DATA TO EXAMINE Start Marker

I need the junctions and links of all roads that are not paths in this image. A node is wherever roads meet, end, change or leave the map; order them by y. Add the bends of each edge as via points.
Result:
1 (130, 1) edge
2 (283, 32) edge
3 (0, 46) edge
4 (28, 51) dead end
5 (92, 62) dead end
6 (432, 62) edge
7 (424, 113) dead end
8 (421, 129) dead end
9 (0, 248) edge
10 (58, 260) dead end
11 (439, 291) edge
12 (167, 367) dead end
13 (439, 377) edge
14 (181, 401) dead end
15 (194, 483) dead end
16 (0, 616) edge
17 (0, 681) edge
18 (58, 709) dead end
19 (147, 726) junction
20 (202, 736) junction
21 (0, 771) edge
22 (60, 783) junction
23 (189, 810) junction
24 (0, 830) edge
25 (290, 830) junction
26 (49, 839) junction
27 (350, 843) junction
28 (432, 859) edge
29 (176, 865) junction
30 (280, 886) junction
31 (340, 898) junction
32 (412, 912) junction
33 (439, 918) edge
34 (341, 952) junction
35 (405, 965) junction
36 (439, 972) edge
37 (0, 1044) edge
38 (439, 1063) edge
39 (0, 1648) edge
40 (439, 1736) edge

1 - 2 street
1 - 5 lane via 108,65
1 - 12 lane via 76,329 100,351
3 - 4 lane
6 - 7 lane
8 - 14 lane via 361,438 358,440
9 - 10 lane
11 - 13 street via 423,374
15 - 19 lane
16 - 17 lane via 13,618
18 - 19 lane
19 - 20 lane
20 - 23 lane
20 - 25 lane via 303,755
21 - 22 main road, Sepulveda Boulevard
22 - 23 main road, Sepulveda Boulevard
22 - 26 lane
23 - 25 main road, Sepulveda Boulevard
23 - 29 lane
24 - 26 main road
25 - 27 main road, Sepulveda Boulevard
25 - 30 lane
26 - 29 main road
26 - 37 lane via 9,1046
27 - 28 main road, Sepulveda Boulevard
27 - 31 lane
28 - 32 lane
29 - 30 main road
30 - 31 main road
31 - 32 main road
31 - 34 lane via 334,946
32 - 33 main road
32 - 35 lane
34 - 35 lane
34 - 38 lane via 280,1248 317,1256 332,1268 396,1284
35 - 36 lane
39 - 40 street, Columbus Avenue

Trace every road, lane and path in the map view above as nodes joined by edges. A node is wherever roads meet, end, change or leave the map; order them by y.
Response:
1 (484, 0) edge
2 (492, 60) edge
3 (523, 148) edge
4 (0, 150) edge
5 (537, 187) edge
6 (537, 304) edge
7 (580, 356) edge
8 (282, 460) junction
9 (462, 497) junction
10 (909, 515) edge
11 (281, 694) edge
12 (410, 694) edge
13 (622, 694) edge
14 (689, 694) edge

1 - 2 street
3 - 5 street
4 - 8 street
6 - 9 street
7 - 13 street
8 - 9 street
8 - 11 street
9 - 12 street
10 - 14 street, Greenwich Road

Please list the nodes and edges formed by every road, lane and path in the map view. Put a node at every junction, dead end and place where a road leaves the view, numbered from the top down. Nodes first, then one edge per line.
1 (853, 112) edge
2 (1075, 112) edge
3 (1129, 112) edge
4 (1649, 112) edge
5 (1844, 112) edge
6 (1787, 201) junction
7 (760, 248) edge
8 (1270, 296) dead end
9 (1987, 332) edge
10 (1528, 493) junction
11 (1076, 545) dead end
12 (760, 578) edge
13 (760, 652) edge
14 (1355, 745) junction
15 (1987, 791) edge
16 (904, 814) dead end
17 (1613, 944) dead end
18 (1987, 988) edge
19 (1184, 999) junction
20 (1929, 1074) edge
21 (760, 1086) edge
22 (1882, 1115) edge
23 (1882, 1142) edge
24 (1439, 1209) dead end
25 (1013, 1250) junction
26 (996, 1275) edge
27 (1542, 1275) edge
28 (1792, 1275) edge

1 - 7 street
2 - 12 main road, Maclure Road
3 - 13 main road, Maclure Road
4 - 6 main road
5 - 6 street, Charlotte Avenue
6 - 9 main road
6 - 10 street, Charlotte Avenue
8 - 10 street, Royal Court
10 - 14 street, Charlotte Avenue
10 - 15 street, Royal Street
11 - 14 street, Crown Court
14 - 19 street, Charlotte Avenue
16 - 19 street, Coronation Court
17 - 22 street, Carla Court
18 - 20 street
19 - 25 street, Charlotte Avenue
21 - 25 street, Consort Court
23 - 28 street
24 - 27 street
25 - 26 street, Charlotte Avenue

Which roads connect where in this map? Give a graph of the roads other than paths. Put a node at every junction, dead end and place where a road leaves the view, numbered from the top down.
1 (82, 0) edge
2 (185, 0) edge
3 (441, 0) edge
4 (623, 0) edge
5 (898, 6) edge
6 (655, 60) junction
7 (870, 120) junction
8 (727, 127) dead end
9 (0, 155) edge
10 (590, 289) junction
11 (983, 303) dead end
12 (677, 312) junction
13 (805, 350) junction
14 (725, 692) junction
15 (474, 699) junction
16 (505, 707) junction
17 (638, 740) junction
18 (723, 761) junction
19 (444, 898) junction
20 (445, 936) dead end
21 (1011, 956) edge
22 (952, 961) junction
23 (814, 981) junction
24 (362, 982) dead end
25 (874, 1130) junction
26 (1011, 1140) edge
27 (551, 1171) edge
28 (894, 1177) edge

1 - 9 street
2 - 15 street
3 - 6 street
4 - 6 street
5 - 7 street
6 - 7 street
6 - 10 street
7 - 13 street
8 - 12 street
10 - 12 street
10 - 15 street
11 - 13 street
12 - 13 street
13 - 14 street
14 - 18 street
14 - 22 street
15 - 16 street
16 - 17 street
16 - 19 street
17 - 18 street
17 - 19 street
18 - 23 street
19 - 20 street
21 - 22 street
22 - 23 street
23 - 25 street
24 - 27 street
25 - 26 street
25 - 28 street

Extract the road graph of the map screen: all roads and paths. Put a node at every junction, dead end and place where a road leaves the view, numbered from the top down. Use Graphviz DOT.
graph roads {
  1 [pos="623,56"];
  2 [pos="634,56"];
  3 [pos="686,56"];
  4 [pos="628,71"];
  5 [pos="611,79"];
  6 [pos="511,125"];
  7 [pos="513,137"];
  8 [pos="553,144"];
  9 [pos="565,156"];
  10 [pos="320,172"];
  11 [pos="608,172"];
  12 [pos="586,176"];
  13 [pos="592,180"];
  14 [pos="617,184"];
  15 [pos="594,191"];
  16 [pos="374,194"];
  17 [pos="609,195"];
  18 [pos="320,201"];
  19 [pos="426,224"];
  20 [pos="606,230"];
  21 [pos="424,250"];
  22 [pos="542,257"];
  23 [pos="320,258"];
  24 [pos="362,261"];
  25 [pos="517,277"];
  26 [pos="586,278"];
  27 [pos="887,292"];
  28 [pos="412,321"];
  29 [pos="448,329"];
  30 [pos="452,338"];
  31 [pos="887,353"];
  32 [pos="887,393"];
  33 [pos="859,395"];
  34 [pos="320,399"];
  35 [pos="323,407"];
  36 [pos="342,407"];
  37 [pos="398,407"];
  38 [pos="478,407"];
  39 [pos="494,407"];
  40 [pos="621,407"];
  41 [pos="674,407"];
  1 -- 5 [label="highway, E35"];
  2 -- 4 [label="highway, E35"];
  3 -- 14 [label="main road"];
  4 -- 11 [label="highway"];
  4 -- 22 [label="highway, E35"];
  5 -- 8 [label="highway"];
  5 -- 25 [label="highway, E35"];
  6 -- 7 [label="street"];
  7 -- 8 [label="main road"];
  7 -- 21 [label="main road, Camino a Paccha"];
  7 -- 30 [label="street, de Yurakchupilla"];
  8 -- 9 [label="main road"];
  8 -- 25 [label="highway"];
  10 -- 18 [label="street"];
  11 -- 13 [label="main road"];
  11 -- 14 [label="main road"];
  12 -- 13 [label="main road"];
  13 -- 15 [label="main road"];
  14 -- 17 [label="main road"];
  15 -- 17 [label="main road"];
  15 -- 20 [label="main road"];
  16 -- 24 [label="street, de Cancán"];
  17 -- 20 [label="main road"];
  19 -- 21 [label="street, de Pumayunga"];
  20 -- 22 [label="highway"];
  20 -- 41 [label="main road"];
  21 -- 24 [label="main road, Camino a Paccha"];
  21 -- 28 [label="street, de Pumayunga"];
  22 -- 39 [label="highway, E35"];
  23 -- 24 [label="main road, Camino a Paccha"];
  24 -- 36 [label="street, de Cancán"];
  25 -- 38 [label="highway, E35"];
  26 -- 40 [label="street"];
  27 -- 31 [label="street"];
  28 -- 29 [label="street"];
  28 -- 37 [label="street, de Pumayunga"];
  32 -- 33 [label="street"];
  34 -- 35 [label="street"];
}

DATA TO EXAMINE End Marker

Output only the number of lines in the data above that include the word "this".

2